By Julie Schwam Harris
I feel compelled to set the record straight. Owen Courreges recently published a piece opposing a meaningful Equal Pay for Women bill and opposing State Rep. Helena Moreno’s actions to promote women’s equality in elected representation, economic opportunity and freedom from fear of violence.
It is critical to recognize the link between the two events that inspired Moreno to action with the “It’s No Joke” campaign. Rep. Havard’s sexist “joke” about a bill trying to prevent young strippers from being mired in potentially dangerous situations on May 18 and the defeat of a good compromise Equal Pay bill on May 19 are linked because they are two sides of the same coin – sexism and unintended discrimination against women – that are hurting women, families and the economy in Louisiana.
Rep. Havard’s “joke” illustrated archaic attitudes some men have toward women that affect policy, lawmaking, hiring, work environment and pay decisions. I do believe he did not mean any harm to women or girls (he even voted for the bill) and neither do the overwhelming number of employers who unintentionally discriminate against women in the workplace. But the statistics show that women and the families they support suffer the unintended consequences of pay not being equal. And our economy suffers by forcing government to subsidize families where full time working women are not able to make ends meet on discriminatory salaries.
Louisiana would not be last in the country for what women earn on average compared to men – 65 cents for women overall and 48 cents for African American women to the dollar for men – if the laws on the books were adequate. In fact the current laws are ineffective and riddled with loopholes and, in essence, require an employee to prove that any discrimination was intentional.
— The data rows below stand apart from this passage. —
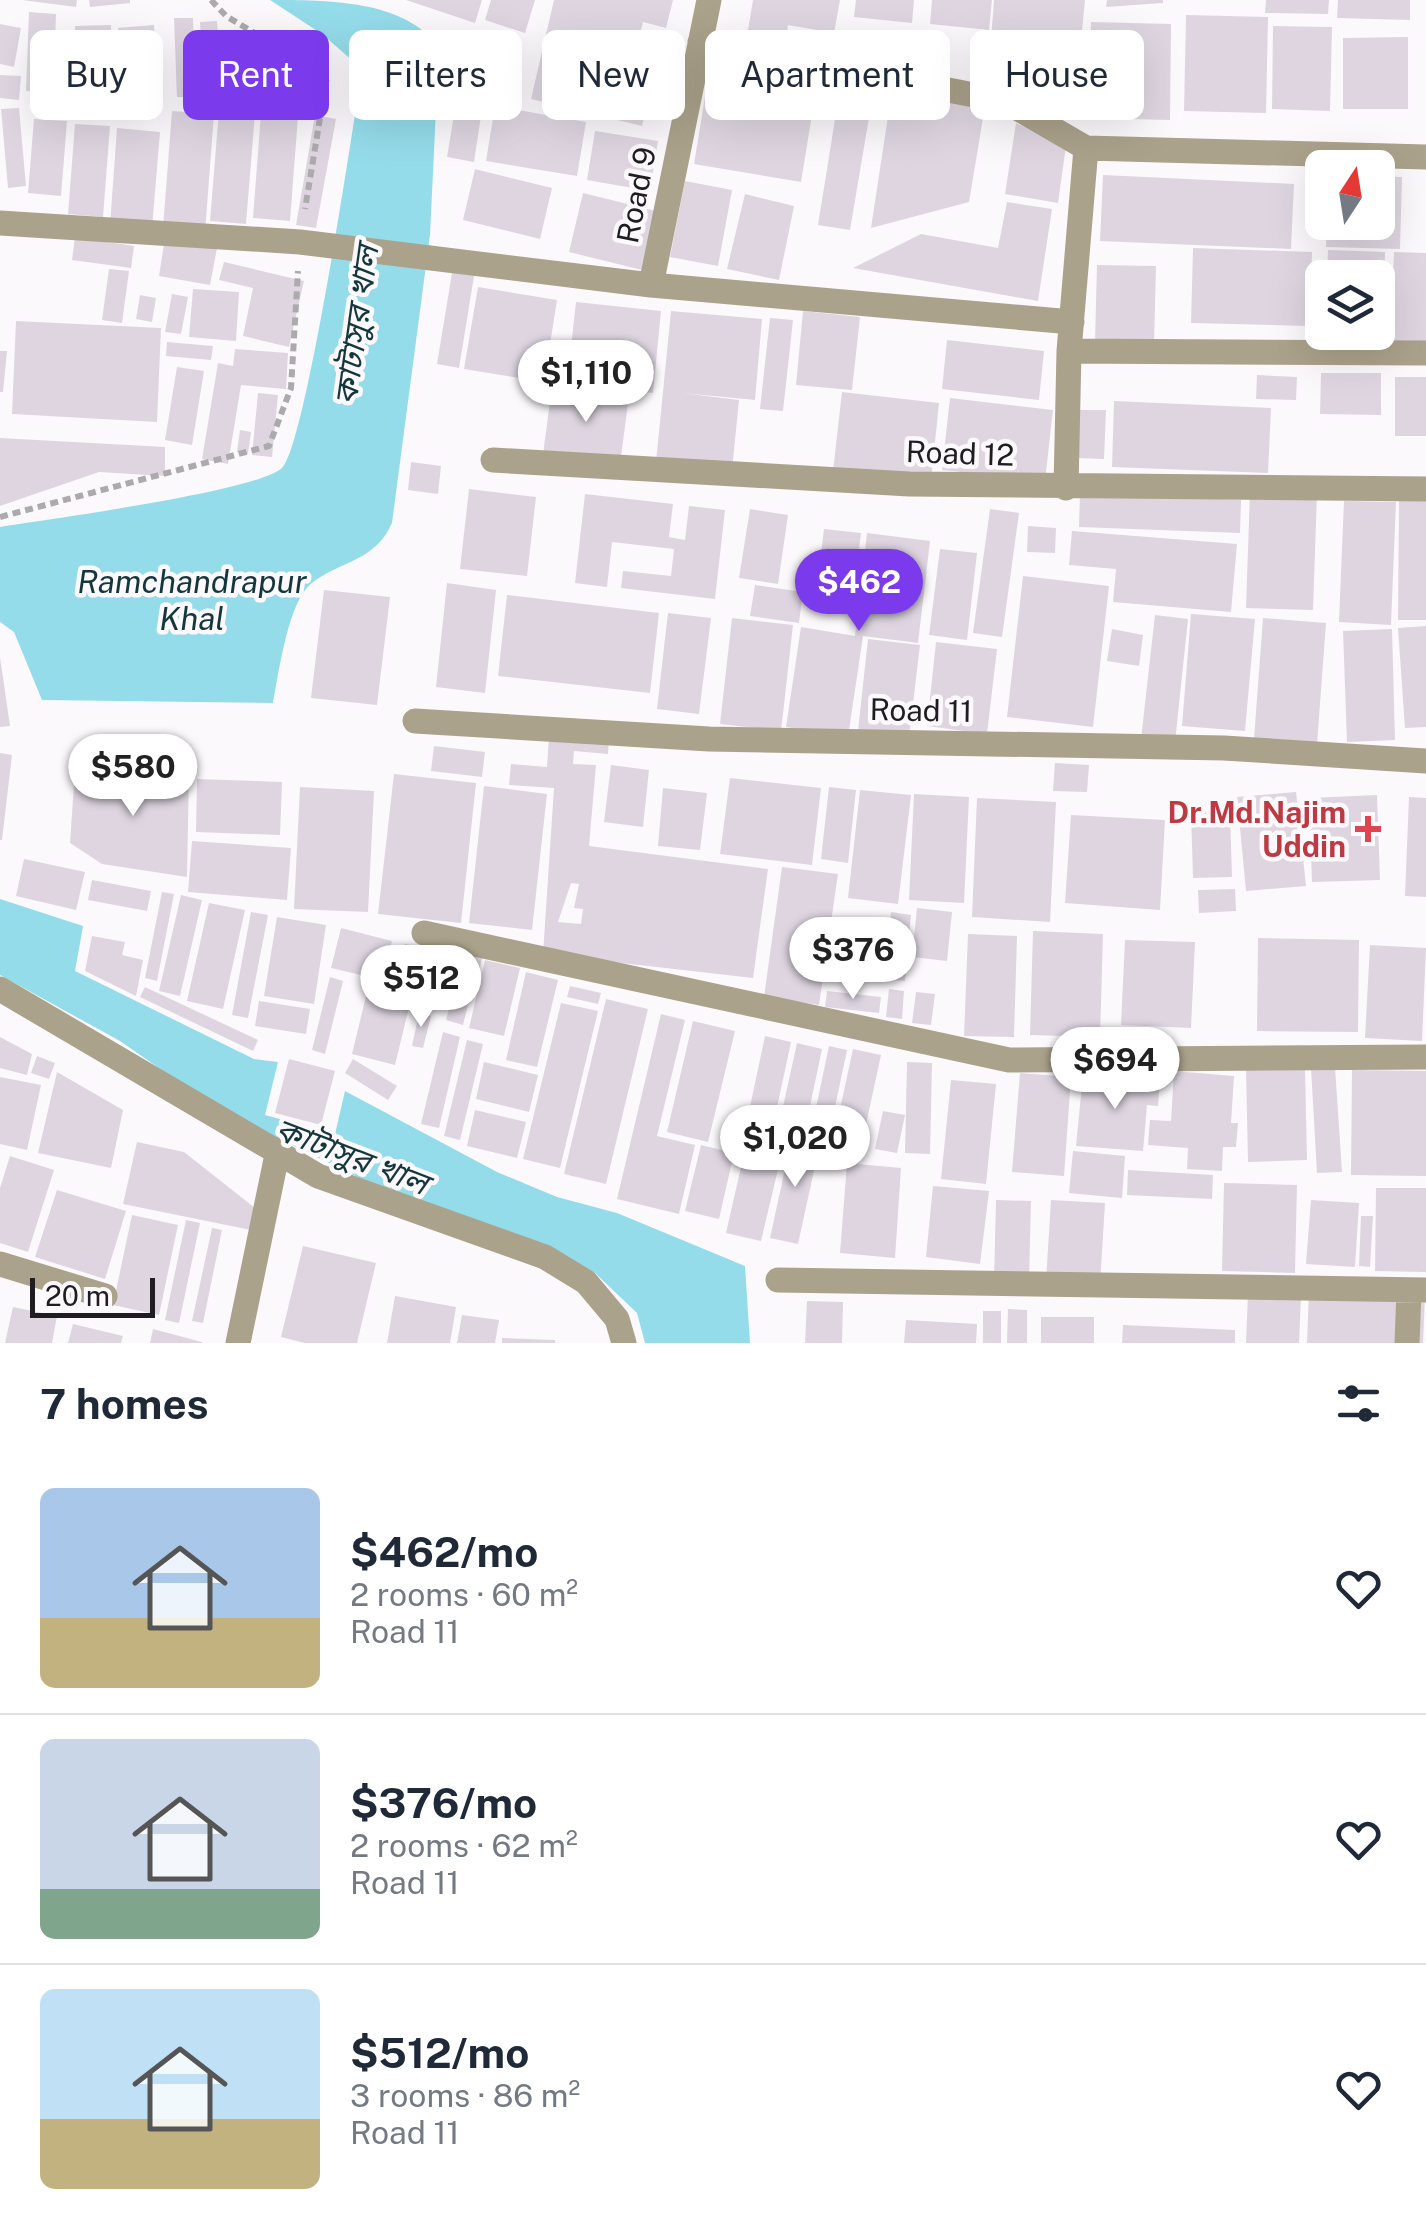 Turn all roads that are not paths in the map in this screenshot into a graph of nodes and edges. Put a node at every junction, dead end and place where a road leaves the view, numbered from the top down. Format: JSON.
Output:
{"nodes":[{"id":1,"x":708,"y":0,"type":"edge"},
{"id":2,"x":700,"y":42,"type":"junction"},
{"id":3,"x":1086,"y":148,"type":"junction"},
{"id":4,"x":1426,"y":158,"type":"edge"},
{"id":5,"x":0,"y":223,"type":"edge"},
{"id":6,"x":651,"y":285,"type":"junction"},
{"id":7,"x":1072,"y":322,"type":"junction"},
{"id":8,"x":1069,"y":351,"type":"junction"},
{"id":9,"x":1426,"y":353,"type":"edge"},
{"id":10,"x":493,"y":460,"type":"dead end"},
{"id":11,"x":1066,"y":488,"type":"junction"},
{"id":12,"x":1426,"y":490,"type":"edge"},
{"id":13,"x":415,"y":720,"type":"dead end"},
{"id":14,"x":1426,"y":762,"type":"edge"},
{"id":15,"x":424,"y":933,"type":"dead end"},
{"id":16,"x":0,"y":990,"type":"edge"},
{"id":17,"x":1426,"y":1057,"type":"edge"},
{"id":18,"x":278,"y":1150,"type":"junction"},
{"id":19,"x":0,"y":1264,"type":"edge"},
{"id":20,"x":778,"y":1280,"type":"dead end"},
{"id":21,"x":1417,"y":1290,"type":"edge"},
{"id":22,"x":104,"y":1296,"type":"dead end"},
{"id":23,"x":238,"y":1343,"type":"edge"},
{"id":24,"x":624,"y":1343,"type":"edge"},
{"id":25,"x":1407,"y":1343,"type":"edge"}],
"edges":[{"from":1,"to":2,"type":"street","name":"Road 9"},
{"from":2,"to":3,"type":"street"},
{"from":2,"to":6,"type":"street","name":"Road 9"},
{"from":3,"to":4,"type":"street"},
{"from":3,"to":7,"type":"street"},
{"from":5,"to":6,"type":"street"},
{"from":6,"to":7,"type":"street"},
{"from":7,"to":8,"type":"street"},
{"from":8,"to":9,"type":"street"},
{"from":8,"to":11,"type":"street"},
{"from":10,"to":11,"type":"street","name":"Road 12"},
{"from":11,"to":12,"type":"street","name":"Road 12"},
{"from":13,"to":14,"type":"street","name":"Road 11"},
{"from":15,"to":17,"type":"street"},
{"from":16,"to":18,"type":"street"},
{"from":18,"to":23,"type":"street"},
{"from":18,"to":24,"type":"street"},
{"from":19,"to":22,"type":"street"},
{"from":20,"to":21,"type":"street"},
{"from":21,"to":25,"type":"street"}]}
The bill that advocates of Equal Pay supported – SB 254 – went to great lengths to avoid the falsely inflated fear of lawsuits that is being used by some to kill meaningful efforts to address the problem of pay inequities in the workplace. SB 254 established a procedure to support discussion between employee and employer — and the use of a neutral third party, the Louisiana Commission on Human Rights, if needed — to determine whether or not gender-based discrimination caused the difference in pay. The proposed law, like current law, clearly allowed differences to be based on bona fide reasons like (but not limited to) education, experience, productivity, time on the job – all the reasons for rewarding one employee over another regardless of gender. The key element missing in current law is protection from retaliation for even asking about wage differences. How can you find out if you are being discriminated against if you can be fired for asking?
We were grateful this year for the bipartisan support of so many male and female legislators and particularly Gov. John Bel Edwards on issues like Equal Pay that will help Louisiana citizens and the economy as a whole to thrive. We support the election of more women particularly because diversity brings a healthier dialogue on all of the issues that affect us.
We applaud Rep. Moreno’s renewed energy directed at policies and practices affecting women and we hope to similarly engage Rep. Havard, who is respected by many for being an independent legislator on issues important to working people. We need legislators like him on our side in trying to level the playing field for women and low paid workers in general. Maybe young women would be less attracted to dancing in strip clubs if they could make a good living in minimum wage jobs!
Julie Schwam Harris, a resident of Uptown New Orleans, is co-chair of the Legislative Agenda for Women.